Saved data entries:
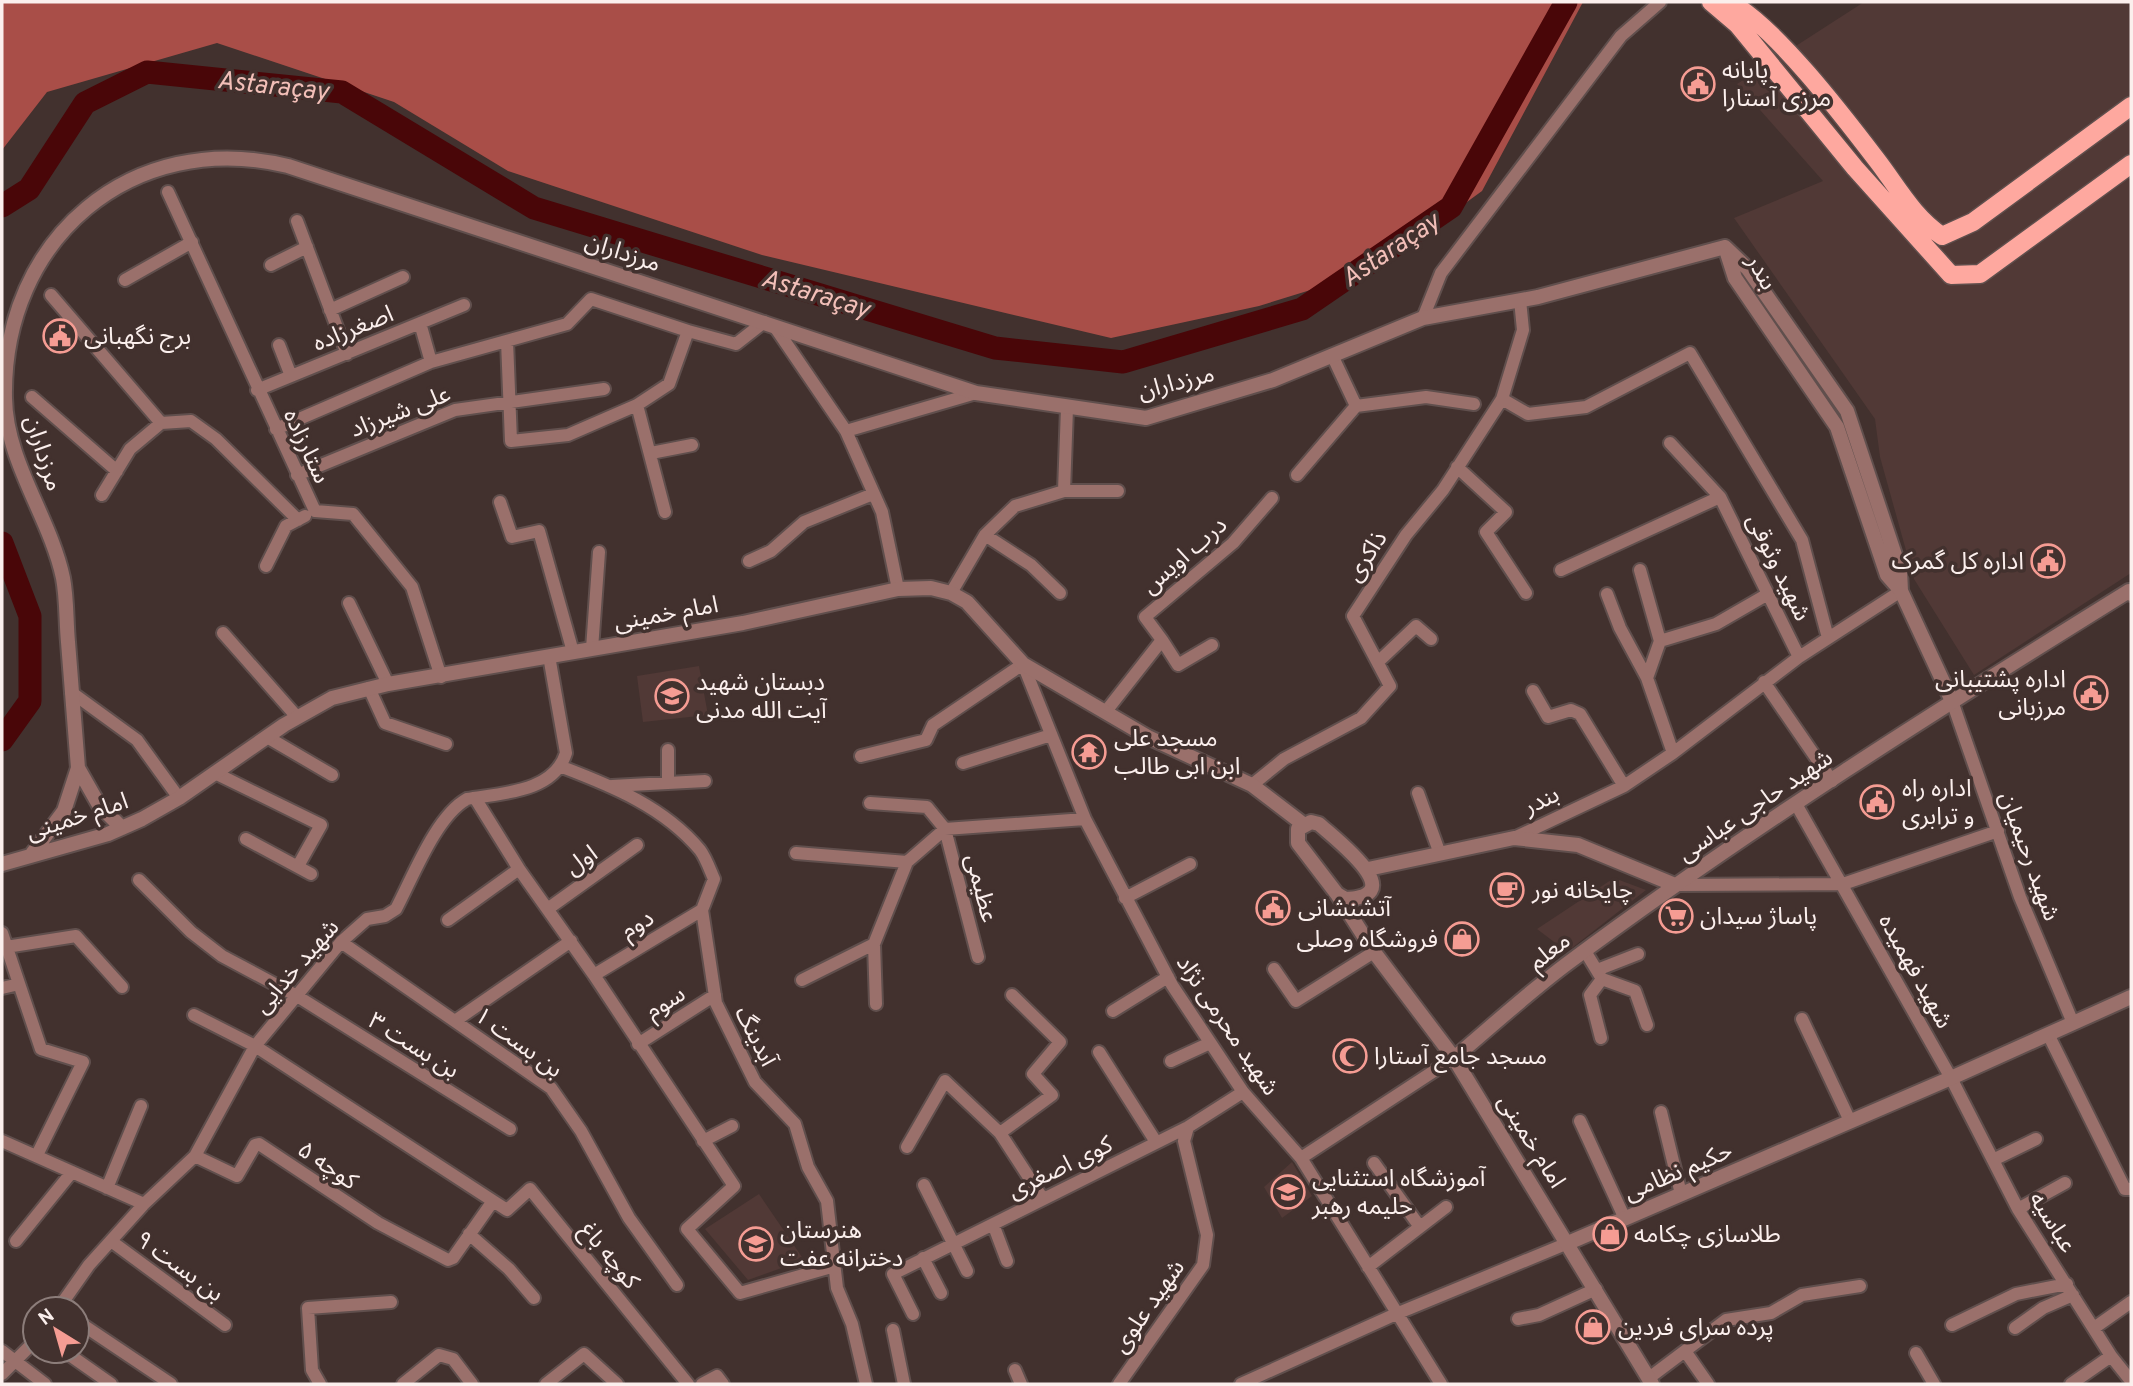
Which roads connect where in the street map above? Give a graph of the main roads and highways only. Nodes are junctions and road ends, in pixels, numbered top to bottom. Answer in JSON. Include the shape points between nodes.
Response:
{"nodes":[{"id":1,"x":1711,"y":2,"type":"edge"},
{"id":2,"x":1729,"y":2,"type":"edge"},
{"id":3,"x":2131,"y":106,"type":"edge"},
{"id":4,"x":2131,"y":164,"type":"edge"}],
"edges":[{"from":1,"to":4,"type":"main road","via":[[1738,25],[1855,168],[1951,275],[1980,274]]},
{"from":2,"to":3,"type":"main road","via":[[1746,11],[1786,52],[1923,223],[1942,236],[1973,222]]}]}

## Prompt
Repeat each record verbatim, pictures excluded.

## Exercise solution
Which roads connect where in the street map above? Give a graph of the main roads and highways only. Nodes are junctions and road ends, in pixels, numbered top to bottom. Answer in JSON. Include the shape points between nodes.
Response:
{"nodes":[{"id":1,"x":1711,"y":2,"type":"edge"},
{"id":2,"x":1729,"y":2,"type":"edge"},
{"id":3,"x":2131,"y":106,"type":"edge"},
{"id":4,"x":2131,"y":164,"type":"edge"}],
"edges":[{"from":1,"to":4,"type":"main road","via":[[1738,25],[1855,168],[1951,275],[1980,274]]},
{"from":2,"to":3,"type":"main road","via":[[1746,11],[1786,52],[1923,223],[1942,236],[1973,222]]}]}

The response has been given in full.